- [RECORDS SUPPLIED]:

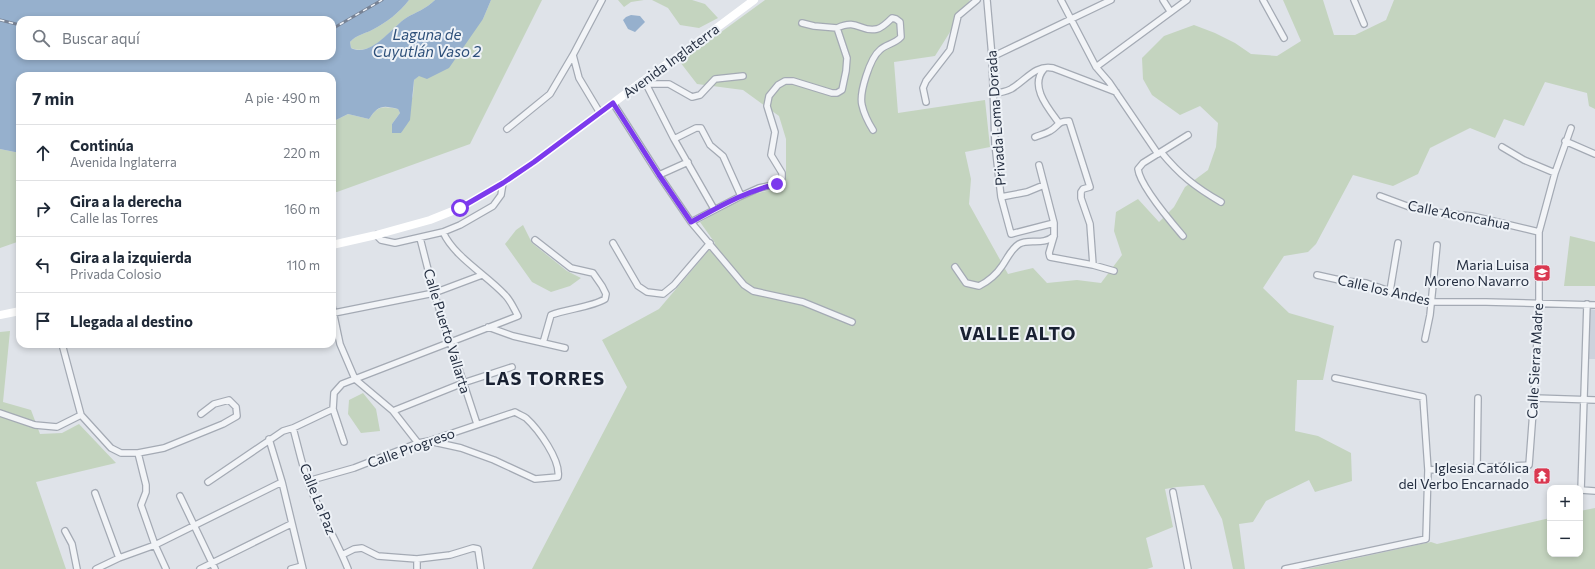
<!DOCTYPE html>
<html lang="es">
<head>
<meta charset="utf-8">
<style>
  :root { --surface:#fff; --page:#f6f6f7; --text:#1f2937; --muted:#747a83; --line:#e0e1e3 }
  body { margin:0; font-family:Commissioner,sans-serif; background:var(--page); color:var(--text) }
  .controls { position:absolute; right:12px; bottom:12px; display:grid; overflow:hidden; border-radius:8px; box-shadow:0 2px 6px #0003 }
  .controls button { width:36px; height:36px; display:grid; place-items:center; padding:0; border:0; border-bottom:1px solid var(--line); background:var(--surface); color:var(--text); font:20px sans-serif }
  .stop { position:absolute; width:12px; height:12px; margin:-9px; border:3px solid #7c3aed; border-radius:50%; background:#fff }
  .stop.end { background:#7c3aed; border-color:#fff; box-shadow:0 1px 4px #0008 }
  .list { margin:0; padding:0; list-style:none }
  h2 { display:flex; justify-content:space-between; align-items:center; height:52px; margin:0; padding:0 16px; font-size:17px }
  h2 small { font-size:13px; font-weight:400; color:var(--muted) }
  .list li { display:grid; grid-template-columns:26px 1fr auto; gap:12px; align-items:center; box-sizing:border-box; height:56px; padding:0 16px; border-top:1px solid var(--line) }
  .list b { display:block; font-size:15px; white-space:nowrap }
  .list p { margin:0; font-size:13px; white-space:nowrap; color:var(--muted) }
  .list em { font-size:13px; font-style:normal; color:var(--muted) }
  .icon { flex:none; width:22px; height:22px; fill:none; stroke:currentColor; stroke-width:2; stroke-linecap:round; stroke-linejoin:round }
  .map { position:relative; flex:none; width:1595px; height:569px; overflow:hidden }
  .search { position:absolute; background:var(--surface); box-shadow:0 2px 6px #0003; left:16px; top:16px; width:320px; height:44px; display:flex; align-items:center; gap:10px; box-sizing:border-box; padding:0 14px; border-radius:12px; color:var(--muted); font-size:15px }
  .panel { position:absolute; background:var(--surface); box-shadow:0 2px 6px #0003; left:16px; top:72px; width:320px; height:276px; border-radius:12px }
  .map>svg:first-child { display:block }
  .built { fill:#ccd2dc }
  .green { fill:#c4d4bf }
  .water { fill:#96b0cd; fill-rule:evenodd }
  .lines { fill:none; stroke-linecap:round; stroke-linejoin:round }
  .street-casing { stroke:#a4aab4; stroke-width:8 }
  .street { stroke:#f2f4f7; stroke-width:5.5 }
  .secondary { stroke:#fff; stroke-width:8 }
  .rail-casing { stroke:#778294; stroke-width:3 }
  .rail { stroke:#eef2f7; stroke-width:1.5; stroke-dasharray:4.5; stroke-linecap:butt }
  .route { stroke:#7c3aed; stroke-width:5 }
  .labels { text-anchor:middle; stroke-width:4; stroke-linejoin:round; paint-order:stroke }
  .street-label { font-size:14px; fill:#263042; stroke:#eef2f7 }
  .poi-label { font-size:14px; fill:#263042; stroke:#eef2f7; text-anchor:end }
  .water-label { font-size:15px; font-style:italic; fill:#2d4f79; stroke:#eef2f7 }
  .district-label { font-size:18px; font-weight:bold; letter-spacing:1px; fill:#192132; stroke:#eef2f7 }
</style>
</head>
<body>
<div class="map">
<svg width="1595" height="569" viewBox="0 0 1595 569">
  <rect width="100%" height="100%" fill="#dfe3e9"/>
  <!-- built -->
  <path class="built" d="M1590,309L1595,310V359H1588Z"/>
  <!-- green -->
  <path class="green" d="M409,0H435C426,9 416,12 406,18C390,29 373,57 351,48L350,42C356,35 364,34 372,30C387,22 399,13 409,0Z
    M491,0H542L470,144L337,192H332V122L348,114L369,119C378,105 383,106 398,109L400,113L392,124V133H401L413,95L414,80L483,19Z
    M618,0H644L631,2L624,7Z
    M652,0H692L705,4L718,18L699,28L680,25L668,8Z
    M765,0H970L935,56L894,62L898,113L985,100L990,147L965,152L971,179L969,204L1008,274L1033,268L1047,283L1077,280L1101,283L1122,255L1114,231L1116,212L1138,199L1159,222L1174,207L1185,187L1208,170L1216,147L1218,123L1200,106L1180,115L1152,95L1143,79L1142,58L1164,36L1194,25L1215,33L1235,43L1251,54L1277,56L1301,41L1283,0H1323L1334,35H1355L1386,20L1394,0H1595V109L1589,106L1587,93L1545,82L1524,126L1504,119L1495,138L1470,128L1430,148L1418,174L1393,186L1353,175L1316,244L1308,252L1284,256L1263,288L1289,313L1334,326L1323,380H1297L1295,431L1318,436L1351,453L1352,481L1315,492L1309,480L1266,501L1253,522L1239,524L1245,569H1233L1222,519L1204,485L1177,487L1165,489L1173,527L1146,538L1153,567L1147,569H532L627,387L602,340L659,309L715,243L700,222L748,196L777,188L786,178V139L779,116L743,90L697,84L680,62Z
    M0,149L20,153V241L0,248Z
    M523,225L532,243L567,271L581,278L570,286L551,292L532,282L505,244L516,230Z
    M1570,236L1595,242V286H1564Z
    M10,331L3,402L31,410L40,434L62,433L79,424L116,463L36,482L66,569H0V332Z
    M363,393L376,409L380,431L361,433L348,414L349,400Z
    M1595,508V569H1306L1431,542L1437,544L1550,518V554H1580V511Z"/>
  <!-- water -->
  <path class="water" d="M0,0H409C399,13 387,22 372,30C364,34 356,35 350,42L351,48C371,58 391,28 406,18C416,12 426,9 435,0H491L483,19L449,68L427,79L419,76L414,80L410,120L401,133H392V124L400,113L398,109C383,105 378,105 369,119L348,114L332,122V76H20V153L0,149ZM20,20H332V56H20Z
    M631,15L640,16L645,22L635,32L628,29L623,20L626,17Z"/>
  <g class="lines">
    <!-- street casing -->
    <g class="street-casing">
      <path id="street" d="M987,0L992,57L995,144L1001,197L1011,234L1054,223
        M1061,0L1096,67L1109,82L1158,154
        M1163,0L1170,11
        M1263,0L1284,38
        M1354,0L1364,24
        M802,23L814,26L837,28
        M992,57L1111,0
        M1096,67L1187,0
        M1044,69C1029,86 1048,108 1059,123
        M644,80L674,139L714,209
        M645,84H669L692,97L700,95L715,79L743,76
        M992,94C999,93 1005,92 1011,89C1025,81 1036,64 1053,68L1116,92
        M926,102L923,88L926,81L950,50L958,16L977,0
        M613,103L659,175L691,222L744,285L753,291L803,302L852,322
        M600,113L579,78L573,55L602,0
        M507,129L550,94L573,55
        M1035,137C1040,135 1045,134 1050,131C1059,126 1057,121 1069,121L1090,187L1083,189L1081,192V198L1090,224L1093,265
        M674,139L696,128H701L710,145L723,156L741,196
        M1565,141L1595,154
        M1502,147L1524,160L1555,173
        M1161,152C1180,175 1195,187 1221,202
        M1039,165L1054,223V236L1049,253L1050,257L1093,265L1114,271
        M659,175L688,162
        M1380,196L1415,209L1449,214L1472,216L1539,232
        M1001,197L1027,192L1044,185
        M691,222L741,196L759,188L777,184L782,178V173L771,155L775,132L767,106L769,96L778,85L785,81H793L832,93H837L842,90L846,71L847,58L837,28C858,18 860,33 877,29C882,28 888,22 892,18L896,19L900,22L901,37C895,44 886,44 880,50C870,58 859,93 862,105C864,114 868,122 873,130
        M376,235L381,240L395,243L443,232L460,225L493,206L501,195L503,183
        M1183,236C1171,222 1140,186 1138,169L1143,163L1188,135
        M420,238L434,293L477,424
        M535,240L571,268L593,273L602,286L606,294L605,299C592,307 567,309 551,315L543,343
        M613,243L638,286L647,292L663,294L674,285L710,243
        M955,267L966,283L979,286C989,281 996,275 1002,266C1007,259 1011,249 1019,244C1029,238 1043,246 1054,236
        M1317,275L1344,281L1366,283L1407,297L1431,302H1486L1595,305
        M1390,291L1398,243
        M1587,304L1581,490L1595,491
        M332,306L340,344L355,379L393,411L418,443
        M334,313L434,293L482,275
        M488,327L513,336L565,348
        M1425,339L1430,315L1437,245
        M62,344L81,415L111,448L121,453H138L164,448L223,424L237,416L236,407L229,400L214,404L201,414
        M1534,398L1595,400
        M333,409L344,442
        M393,411L463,383L512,367
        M0,413L35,425L57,427L81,415
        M293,428C298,446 302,465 308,482C319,512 336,539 348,569
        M269,439L282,482L303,569
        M138,453L146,485V492L141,505L155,545L166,569
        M1477,468L1478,398
        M1428,470L1529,465L1534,398L1539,303V232L1555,173L1571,128
        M308,481L354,468L418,443L429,441L515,412C518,414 523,416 526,418C538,429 561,460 558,477L535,479L494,460L461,448L429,441
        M208,482L283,431L293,428L333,409L334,393L342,384L518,316C514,309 511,301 505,295C487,275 454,257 443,232
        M1173,492L1188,569
        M95,493L119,558
        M180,496L215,569
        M65,531L72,544L77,569
        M342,555L354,549L362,548L378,556L417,559L450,555L473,548L478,549L481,569
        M96,569L119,558L155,545L282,482
        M200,569L291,524
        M291,569L302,566
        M417,569V559
        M1285,569L1426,539L1428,470L1423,397L1335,378"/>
    </g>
    <!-- street -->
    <use href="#street" class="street"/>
    <!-- secondary -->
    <path class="secondary" d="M332,245L376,235L430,220L460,208L503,183L534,162L644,80L691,47L754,0
      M0,315L20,311"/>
    <!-- rail casing -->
    <g class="rail-casing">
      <path id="rail" d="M0,20L20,25
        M332,29L382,0
        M150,56C179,59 207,60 236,56"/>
    </g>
    <!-- rail -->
    <use href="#rail" class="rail"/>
  </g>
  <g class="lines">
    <!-- route -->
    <path class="route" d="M460,208L503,183L534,162L613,103L659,175L691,222C719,207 746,191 777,184"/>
  </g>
  <!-- icons -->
  <defs>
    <g id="school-square" transform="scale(0.9)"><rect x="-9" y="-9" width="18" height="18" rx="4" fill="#da3850" stroke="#eef2f7"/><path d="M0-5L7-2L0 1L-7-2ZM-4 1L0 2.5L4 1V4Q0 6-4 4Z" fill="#fff"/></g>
    <g id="temple-square" transform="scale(0.9)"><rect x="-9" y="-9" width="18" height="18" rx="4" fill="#da3850" stroke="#eef2f7"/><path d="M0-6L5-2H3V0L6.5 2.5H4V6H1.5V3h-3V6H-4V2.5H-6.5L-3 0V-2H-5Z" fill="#fff"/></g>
  </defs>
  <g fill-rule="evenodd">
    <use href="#school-square" x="1542" y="273"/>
    <use href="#temple-square" x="1542" y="476"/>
  </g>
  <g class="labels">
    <!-- street labels -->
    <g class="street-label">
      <text transform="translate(671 61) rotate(-36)" y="5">Avenida Inglaterra</text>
      <text transform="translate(996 118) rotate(-94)" y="5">Privada Loma Dorada</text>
      <text transform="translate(1459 215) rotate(11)" y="5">Calle Aconcahua</text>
      <text transform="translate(1384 290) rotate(13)" y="5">Calle los Andes</text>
      <text transform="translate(447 331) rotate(73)" y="5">Calle Puerto Vallarta</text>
      <text transform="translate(1535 361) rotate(-87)" y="5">Calle Sierra Madre</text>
      <text transform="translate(411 448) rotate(-20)" y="5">Calle Progreso</text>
      <text transform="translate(318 499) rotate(68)" y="5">Calle La Paz</text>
    </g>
    <!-- poi labels -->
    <g class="poi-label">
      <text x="1529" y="270">Maria Luisa<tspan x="1529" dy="16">Moreno Navarro</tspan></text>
      <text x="1529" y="473">Iglesia Católica<tspan x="1529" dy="16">del Verbo Encarnado</tspan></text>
    </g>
    <!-- water labels -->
    <g class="water-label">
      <text x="427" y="40">Laguna de<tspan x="427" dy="17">Cuyutlán Vaso 2</tspan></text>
    </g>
    <!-- district labels -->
    <g class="district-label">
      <text x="1018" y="340">VALLE ALTO</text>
      <text x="545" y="385">LAS TORRES</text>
    </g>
  </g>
</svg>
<div class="controls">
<button>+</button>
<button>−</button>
</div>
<div class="stop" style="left:460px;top:208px"></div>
<div class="stop end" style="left:777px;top:184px"></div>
<div class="search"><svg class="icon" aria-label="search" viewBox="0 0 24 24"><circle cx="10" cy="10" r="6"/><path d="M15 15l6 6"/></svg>Buscar aquí</div>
<section class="panel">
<h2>7 min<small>A pie · 490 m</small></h2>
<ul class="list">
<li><svg class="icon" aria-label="ahead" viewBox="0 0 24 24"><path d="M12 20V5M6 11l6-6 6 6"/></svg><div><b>Continúa</b><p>Avenida Inglaterra</p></div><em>220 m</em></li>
<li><svg class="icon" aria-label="right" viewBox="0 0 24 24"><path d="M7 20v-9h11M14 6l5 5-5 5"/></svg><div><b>Gira a la derecha</b><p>Calle las Torres</p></div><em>160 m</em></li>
<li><svg class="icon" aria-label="left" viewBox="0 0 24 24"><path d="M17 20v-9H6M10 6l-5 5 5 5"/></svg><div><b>Gira a la izquierda</b><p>Privada Colosio</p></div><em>110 m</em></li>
<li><svg class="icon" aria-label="arrive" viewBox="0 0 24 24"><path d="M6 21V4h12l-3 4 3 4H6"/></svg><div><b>Llegada al destino</b></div></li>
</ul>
</section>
</div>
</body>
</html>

- [TASK TO COMPLETE]: Copy each line of the data that includes the word "bottom".

- [EXERCISE OUTPUT]:
  .controls { position:absolute; right:12px; bottom:12px; display:grid; overflow:hidden; border-radius:8px; box-shadow:0 2px 6px #0003 }
  .controls button { width:36px; height:36px; display:grid; place-items:center; padding:0; border:0; border-bottom:1px solid var(--line); background:var(--surface); color:var(--text); font:20px sans-serif }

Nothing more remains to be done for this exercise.